Being in Port St. Johns allowed me to stop and think. We had been travelling with frequent stops for the previous month. We hugged the coastline stopping at little surf towns, so that our Aussie surfer dude, Brett, could jump out and catch a wave whenever he spied one. The game parks of Tsitsikamma and Addo sported sighting of elephants, black-backed jackals, kudus, vervet monkeys, tortoises, ostriches, bush bucks and even a rare white rhino at Addo! We met locals who were generally hospitable. I had a chance to visit with cousins in Port Elizabeth that I had met briefly for the first time at Christmas. All of these things were accomplished in a matter of hours or a scant few days. It was exciting and exhilarating, but also exhausting. We pulled into Port St Johns and stopped. We were there for two weeks. It was a time to relax and process the journey thus far.
Before leaving Canada, I had done a little research on South Africa. I had exchanged letters with my uncle and connected with my aunt. I was aware that apartheid had been a significant part of South Africa’s history. I had heard the song “Sun City” and watched the video by Artists United Against Apartheid. I knew that Nelson Mandela had been released from jail and that he was even elected to the position of President the year before I arrived. I felt marginally prepared to embrace this new country to me; my homeland. These were all small snippets of the true reality of the country though. As a visitor to the country, I was able to hear some people’s stories, but could not truly understand the reality that had been lived in the climate of fear that had officially reigned for 46 years (it had been part of the micro-climate for many years before that though). My Father had been born and raised in South Africa. His was a reality of segregation of the races. The fact of his white skin gave him privileges not afforded to others of black, mixed or Indian backgrounds. I did not know him and was not able to hear his stories about his childhood in a fractured and violent environment. I had to make do with the tales I heard on the road.
My South African relatives cautioned me by saying “Don’t go off the main roads onto any dirt roads and DON’T pick up any hitchhikers! Be really careful. Call us every once in a while to let us know that you are okay. We would hate to have to tell your Mom that we let anything happen to you.”
I heard “You haven’t lived here, so you don’t know how it is.” A fact that I cannot deny.
An overheard conversation between one of my travelling companions and a German man expressed anger, “The violence is exaggerated!” “You can see the fear in the white population.” “I feel safer walking around here, than I do in some American cities.” All statements made whilst in the middle of the Transkei.
From yet others, “They are lazy.”
“The maids steal from you,” was a truism put forth from a white woman that had fear written all over her face.
From a white man living in the Transkei for eleven years, I heard that the reputation of violence that the area had was not fully deserved. The incidents of violence existed, but not to the extent that was advertised. The Transkei tried to set up a system of self-government to a certain degree, but the government was just a puppet to the federal government. There was unrest and negative reactions to the white populace in the area. This is where the horror stories started. It was a backlash against the injustices meted out by the white government. The Transkei was a black homeland. The blacks took it back. He happily lived and worked there though.
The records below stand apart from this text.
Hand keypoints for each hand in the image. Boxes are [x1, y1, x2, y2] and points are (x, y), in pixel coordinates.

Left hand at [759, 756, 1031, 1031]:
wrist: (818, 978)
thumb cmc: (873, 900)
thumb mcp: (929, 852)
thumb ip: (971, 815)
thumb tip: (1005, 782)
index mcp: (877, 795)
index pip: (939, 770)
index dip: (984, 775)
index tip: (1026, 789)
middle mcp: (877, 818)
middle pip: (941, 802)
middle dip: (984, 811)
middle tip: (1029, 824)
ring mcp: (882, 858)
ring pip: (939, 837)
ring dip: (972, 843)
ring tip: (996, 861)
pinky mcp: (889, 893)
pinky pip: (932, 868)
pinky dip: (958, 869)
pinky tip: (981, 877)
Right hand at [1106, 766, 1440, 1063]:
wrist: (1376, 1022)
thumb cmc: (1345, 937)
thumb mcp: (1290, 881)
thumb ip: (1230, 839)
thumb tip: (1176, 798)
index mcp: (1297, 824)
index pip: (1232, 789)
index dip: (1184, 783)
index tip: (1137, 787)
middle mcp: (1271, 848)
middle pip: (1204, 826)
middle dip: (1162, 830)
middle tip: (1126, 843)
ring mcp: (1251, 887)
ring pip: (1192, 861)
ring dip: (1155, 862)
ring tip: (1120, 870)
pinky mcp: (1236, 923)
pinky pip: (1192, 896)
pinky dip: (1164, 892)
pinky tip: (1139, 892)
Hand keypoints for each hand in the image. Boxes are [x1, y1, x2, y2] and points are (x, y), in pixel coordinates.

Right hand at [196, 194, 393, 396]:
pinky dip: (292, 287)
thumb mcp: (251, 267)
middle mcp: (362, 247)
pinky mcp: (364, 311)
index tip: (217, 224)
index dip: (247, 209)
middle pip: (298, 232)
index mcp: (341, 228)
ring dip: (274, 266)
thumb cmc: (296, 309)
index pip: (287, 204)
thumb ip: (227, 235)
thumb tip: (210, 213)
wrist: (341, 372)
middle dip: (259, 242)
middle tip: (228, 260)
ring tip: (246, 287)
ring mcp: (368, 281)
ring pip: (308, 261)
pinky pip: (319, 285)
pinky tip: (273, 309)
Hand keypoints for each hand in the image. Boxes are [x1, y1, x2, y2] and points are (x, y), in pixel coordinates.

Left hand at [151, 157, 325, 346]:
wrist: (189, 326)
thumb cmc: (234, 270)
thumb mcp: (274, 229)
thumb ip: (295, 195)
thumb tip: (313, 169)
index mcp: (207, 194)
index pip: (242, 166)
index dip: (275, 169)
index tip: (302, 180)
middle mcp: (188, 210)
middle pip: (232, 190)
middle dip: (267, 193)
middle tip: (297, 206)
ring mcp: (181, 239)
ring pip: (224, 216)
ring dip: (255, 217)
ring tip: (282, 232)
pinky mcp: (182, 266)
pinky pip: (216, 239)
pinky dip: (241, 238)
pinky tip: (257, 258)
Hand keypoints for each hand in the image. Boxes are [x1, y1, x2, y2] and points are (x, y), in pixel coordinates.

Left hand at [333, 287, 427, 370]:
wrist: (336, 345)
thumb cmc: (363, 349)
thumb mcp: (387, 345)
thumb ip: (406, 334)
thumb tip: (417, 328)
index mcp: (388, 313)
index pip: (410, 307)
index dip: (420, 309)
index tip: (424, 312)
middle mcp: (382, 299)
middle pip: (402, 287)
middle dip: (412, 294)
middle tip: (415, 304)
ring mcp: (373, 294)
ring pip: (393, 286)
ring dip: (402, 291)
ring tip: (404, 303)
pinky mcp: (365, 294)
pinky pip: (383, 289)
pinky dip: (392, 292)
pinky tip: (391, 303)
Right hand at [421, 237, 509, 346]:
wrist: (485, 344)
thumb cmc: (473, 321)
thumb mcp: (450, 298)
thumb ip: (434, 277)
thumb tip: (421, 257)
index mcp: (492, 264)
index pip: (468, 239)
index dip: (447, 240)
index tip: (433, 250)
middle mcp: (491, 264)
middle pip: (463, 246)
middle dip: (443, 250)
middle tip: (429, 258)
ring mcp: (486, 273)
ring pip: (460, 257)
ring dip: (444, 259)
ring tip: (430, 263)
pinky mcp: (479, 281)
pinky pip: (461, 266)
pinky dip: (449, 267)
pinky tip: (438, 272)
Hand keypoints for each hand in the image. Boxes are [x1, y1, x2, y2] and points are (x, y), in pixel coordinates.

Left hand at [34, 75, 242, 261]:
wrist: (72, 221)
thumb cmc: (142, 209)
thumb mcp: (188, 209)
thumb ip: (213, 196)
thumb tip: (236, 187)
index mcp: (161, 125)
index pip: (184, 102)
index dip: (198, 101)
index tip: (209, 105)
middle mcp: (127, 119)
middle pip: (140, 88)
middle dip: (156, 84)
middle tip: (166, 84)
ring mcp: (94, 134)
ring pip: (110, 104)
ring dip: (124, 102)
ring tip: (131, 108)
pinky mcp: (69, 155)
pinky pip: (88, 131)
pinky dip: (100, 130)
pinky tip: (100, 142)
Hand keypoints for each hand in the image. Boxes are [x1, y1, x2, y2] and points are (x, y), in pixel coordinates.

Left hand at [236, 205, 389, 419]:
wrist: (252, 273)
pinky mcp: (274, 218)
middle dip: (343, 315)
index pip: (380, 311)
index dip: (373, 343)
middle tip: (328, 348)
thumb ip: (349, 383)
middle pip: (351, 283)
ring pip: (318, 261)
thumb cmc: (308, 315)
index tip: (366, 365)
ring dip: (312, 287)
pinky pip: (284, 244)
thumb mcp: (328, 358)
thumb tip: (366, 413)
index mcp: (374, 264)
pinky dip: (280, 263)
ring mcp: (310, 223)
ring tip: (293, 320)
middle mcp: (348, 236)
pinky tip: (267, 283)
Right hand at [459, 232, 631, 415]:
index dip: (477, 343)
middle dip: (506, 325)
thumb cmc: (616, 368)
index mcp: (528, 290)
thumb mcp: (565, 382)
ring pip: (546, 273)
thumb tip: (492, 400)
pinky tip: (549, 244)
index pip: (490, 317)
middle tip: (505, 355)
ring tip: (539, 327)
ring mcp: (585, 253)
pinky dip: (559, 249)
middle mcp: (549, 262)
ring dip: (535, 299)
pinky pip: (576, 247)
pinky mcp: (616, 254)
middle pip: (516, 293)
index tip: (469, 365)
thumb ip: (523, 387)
My experiences in the Transkei did not reflect this violence. I found people friendly, with smiles and hellos prevalent as you passed them in the street. As I bathed one morning on our hike, I looked up to see cows wander past. The (black) shepherd that was tending them smiled and waved shyly as he followed his cattle. I felt it was a beautiful moment that struck through all the horror stories that had been rained upon me. I felt cleansed in body and mind. I know that atrocities happened in ugly numbers and that fostered a state of fear and anger in the population. In my transient way, I tried to understand and move through this world the best that I could.